Bah Humbug Blues

It’s enough to give a curmudgeon heartburn. Every year I lament that fact that certain members of our human race (I call them “idiots” in private, but I shouldn’t say that in public), conspire to start decorating for Christmas earlier and earlier. This year is no exception.

scrooge.gifI should warn those of the elf-hugging, ornament-dangling, Christmas-fruitcake-sharing persuasion that this article is…well, basically a rant. A well-deserved, well-intended rant, but a rant none the less. So cover your children’s ears and hide your puppies.

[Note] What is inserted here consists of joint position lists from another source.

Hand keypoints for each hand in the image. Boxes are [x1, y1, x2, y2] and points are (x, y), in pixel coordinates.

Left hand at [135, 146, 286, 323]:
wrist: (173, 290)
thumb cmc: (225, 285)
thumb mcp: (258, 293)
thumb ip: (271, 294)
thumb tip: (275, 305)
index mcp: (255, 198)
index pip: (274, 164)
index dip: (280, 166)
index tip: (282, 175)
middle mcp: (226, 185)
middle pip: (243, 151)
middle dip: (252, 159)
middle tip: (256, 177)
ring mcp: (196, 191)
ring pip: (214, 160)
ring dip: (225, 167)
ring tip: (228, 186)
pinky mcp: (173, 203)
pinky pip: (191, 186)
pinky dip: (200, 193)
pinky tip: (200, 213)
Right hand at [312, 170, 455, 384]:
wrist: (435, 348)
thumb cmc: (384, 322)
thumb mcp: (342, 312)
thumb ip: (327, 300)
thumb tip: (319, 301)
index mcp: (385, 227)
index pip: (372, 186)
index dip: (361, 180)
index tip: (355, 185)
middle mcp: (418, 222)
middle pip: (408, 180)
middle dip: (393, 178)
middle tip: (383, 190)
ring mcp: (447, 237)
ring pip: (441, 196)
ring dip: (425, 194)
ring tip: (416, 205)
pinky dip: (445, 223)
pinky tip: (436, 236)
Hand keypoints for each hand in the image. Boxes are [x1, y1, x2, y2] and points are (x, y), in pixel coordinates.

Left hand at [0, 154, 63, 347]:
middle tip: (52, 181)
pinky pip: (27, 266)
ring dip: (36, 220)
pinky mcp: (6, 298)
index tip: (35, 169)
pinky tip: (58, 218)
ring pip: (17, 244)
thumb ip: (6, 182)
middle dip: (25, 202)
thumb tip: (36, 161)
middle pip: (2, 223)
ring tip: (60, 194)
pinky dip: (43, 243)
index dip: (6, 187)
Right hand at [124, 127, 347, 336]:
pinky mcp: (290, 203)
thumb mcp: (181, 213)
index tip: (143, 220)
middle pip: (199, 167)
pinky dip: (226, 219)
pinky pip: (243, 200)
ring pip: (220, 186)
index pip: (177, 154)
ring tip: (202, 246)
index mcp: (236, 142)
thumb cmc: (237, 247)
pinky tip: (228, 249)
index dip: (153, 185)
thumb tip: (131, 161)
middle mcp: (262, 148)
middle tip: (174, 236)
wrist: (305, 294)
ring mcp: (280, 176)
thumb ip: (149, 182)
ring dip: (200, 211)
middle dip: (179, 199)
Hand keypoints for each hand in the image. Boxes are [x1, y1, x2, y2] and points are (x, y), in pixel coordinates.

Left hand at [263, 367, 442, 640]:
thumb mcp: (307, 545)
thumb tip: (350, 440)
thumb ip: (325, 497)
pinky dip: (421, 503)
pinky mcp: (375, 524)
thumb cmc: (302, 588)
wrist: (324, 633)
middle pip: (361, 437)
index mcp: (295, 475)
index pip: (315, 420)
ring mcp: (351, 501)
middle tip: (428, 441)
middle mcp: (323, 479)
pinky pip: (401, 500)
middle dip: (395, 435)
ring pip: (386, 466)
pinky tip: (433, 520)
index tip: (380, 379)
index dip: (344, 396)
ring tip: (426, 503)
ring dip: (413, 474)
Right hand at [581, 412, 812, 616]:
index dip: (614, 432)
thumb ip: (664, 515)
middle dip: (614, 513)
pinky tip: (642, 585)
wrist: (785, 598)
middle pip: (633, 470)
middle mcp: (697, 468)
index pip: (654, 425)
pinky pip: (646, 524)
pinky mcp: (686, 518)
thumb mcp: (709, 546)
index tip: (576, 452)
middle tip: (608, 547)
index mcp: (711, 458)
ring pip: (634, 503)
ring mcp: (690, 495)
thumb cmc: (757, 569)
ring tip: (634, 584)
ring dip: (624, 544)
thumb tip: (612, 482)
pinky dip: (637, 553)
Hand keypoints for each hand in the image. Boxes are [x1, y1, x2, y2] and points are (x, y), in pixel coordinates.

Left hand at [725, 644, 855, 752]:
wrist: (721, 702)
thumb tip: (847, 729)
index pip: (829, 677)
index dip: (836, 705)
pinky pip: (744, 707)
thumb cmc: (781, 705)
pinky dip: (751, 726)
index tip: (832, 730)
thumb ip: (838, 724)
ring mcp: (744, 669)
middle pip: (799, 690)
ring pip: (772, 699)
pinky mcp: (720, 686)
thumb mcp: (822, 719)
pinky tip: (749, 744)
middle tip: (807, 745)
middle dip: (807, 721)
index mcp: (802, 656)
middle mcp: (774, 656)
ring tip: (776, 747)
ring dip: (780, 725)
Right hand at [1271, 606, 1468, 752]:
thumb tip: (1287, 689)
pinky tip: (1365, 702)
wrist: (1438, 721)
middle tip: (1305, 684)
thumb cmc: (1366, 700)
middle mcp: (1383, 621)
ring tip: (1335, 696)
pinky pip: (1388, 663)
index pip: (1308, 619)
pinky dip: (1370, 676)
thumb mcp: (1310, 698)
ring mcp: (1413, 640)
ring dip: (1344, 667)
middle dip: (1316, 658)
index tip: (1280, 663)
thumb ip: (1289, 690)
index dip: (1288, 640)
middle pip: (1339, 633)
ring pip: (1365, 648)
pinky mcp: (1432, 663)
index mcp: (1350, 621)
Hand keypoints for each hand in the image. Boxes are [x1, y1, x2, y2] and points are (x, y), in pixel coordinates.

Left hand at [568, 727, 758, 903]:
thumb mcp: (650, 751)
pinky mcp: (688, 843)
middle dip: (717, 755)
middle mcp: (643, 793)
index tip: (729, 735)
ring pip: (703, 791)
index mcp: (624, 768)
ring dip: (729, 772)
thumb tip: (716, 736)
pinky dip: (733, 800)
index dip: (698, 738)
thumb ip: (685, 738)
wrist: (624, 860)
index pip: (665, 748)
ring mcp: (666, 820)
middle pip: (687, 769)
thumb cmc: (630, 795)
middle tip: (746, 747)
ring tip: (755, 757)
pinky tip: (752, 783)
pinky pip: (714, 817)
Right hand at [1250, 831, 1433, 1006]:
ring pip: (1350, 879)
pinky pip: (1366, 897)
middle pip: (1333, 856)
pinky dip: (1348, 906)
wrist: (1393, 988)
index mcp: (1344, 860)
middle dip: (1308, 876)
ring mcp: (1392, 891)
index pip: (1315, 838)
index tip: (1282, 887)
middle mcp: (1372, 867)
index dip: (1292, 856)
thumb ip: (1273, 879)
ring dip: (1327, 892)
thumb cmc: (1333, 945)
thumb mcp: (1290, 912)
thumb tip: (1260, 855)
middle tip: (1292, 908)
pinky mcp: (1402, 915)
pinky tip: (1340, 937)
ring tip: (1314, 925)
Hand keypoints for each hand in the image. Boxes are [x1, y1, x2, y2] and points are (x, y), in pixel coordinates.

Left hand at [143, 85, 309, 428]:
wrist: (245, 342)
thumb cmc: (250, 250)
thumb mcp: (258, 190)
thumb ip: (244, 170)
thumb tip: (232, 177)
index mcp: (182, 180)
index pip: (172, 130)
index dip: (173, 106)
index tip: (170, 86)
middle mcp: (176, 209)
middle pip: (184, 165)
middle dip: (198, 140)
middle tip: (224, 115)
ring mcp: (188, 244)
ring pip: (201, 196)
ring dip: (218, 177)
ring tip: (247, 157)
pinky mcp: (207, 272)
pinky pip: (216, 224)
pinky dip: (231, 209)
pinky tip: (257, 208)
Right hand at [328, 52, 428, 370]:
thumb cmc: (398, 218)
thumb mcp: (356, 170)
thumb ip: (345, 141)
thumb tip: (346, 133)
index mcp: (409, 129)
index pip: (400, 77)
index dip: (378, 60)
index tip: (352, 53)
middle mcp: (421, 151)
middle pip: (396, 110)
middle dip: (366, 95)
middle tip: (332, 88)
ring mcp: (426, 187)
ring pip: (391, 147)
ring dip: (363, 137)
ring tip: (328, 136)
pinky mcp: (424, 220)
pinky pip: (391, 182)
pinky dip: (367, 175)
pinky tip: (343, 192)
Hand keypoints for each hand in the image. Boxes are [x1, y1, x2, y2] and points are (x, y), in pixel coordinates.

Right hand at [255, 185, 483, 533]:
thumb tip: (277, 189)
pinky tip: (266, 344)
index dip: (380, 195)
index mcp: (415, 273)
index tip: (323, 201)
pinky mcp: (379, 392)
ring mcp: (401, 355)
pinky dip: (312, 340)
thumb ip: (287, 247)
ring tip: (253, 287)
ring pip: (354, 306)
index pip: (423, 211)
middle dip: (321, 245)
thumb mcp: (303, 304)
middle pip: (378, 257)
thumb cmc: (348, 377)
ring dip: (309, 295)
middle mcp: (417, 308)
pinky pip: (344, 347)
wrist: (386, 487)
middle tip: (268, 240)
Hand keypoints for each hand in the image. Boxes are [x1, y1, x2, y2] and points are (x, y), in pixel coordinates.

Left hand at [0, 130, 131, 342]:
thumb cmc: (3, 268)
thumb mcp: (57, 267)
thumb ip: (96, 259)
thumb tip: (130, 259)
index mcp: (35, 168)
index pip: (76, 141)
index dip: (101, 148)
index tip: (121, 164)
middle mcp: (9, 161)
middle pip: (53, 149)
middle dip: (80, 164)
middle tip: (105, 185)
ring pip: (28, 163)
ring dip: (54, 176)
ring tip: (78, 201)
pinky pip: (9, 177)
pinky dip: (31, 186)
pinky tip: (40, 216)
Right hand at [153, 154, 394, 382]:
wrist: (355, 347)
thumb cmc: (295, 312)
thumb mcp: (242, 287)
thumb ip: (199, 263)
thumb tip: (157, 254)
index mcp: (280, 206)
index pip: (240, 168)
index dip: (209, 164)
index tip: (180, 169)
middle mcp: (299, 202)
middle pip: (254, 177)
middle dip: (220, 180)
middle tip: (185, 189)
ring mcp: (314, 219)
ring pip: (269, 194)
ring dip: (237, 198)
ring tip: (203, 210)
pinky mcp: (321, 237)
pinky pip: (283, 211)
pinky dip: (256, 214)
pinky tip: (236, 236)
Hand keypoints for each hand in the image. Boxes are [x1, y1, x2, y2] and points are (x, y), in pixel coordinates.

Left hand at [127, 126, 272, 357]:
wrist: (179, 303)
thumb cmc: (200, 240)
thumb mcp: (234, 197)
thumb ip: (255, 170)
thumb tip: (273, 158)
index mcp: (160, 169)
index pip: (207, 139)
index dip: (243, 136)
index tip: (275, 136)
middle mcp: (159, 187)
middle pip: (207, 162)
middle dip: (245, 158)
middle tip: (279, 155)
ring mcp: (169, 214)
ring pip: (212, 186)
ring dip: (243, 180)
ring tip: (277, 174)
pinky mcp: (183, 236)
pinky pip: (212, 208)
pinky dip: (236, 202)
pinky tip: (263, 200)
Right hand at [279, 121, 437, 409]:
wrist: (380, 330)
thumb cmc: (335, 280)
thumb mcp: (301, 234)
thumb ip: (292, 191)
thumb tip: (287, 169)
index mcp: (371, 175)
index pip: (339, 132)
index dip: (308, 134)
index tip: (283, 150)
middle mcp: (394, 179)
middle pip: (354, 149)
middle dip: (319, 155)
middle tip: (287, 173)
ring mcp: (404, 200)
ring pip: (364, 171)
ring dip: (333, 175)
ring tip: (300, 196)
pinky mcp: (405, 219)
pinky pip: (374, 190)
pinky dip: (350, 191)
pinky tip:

In years past, I’ve always complained about those early rushers who attempt to squeeze a few extra days (weeks really) into the blessed Christmas season. You’d hear me exclaim, “Dang, we just finished Thanksgiving and they’re decorating already!” Okay, so that’s a G-rated version. Most likely I would have said darn instead, but I digress. Over the last few years I’ve had to revise my statement to something like “Drat, it’s not even Thanksgiving yet and they’re starting to decorate.” Well, this year takes the cake (and if it’s fruitcake, yes, please take it…as far away as possible). A few weeks ago Starbuck’s started decorating and doing other terrible things, such as playing Christmas music. Granted, Miles Davis’ rendition of Jingle Bells was noteworthy, but ask me again after hearing it forty times and I’ll use a different adjective. Yes, it really happened, and this was around the 10th of November! Oh, but that’s not the worst of it. Last month a few brave retailers started decorating BEFORE Halloween. If that trend continues, we’ll have to change that famous refrain to “Ho ho ho, trick or treat.” And to top that, last week, I spied a group of three Dickensian-attired carolers outside a favorite bookstore. It’s 80 degrees outside, and the middle of flippin’ November…hardly the time to get all Christmasy. Better yet, let’s all lobby to get the red, white, and blue approach to Independence Day changed to red, white, and green so we can start decorating in JULY!…not.

So what’s so wrong with decorating and celebrating Christmas WITHIN the month of December? Seems like this would be a more intense, enjoyable way to celebrate, and some of us would then be less likely to punch out carolers before it’s properly cold enough to carol. We should blame retailers of course, since they’re the ones pushing the envelope (and the ones mostly benefiting from rushing the season). I understand why they start the insanity, since the Christmas shopping gorge fest is what keeps them alive. For most stores over half of their annual sales occur during the blessed holiday. Unfortunately in this headlong commercialization of the holiday, the true meaning of Christmas has probably been lost, save for a few brave parents who attempt to instill the Christmas story and reasons for sharing on their children, who listen intently and politely then promptly hand in their extensive toy lists.

Before anyone think me a full-blown curmudgeon who totally disdains Christmas, I do enjoy celebrating the event, but typically this insanity comes on me like a fever about December 23rd, or in my bad years, December 20th. Thankfully the madness leaves around December 26th. I am blessed that while growing up, my family celebrated the season in good ways, and so I have Christmas memories beyond the presents received over time. I remember events and moments from the past that are nice reflections of true Christmas.

So go ahead elf-huggers, decorate early. Play your Christmas songs until we’re sick of them and Christmas still weeks and weeks away. If it makes you jolly, dangle that mistletoe and decorate that soon-to-be-dried-out tree before the Thanksgiving turkey carcass is picked clean. Whatever makes you happy. But I won’t be the one standing in the post-Christmas line, fighting to exchange Grandma’s gift sweater with arms of different length. Me and my lump of coal will be just fine sitting in front of the fire, worrying about important things, such as when retailers will realize that Santa is just a laborer and outsource him or race to start taping plastic holly up on September 6th. It’s enough to make a grown curmudgeon cry.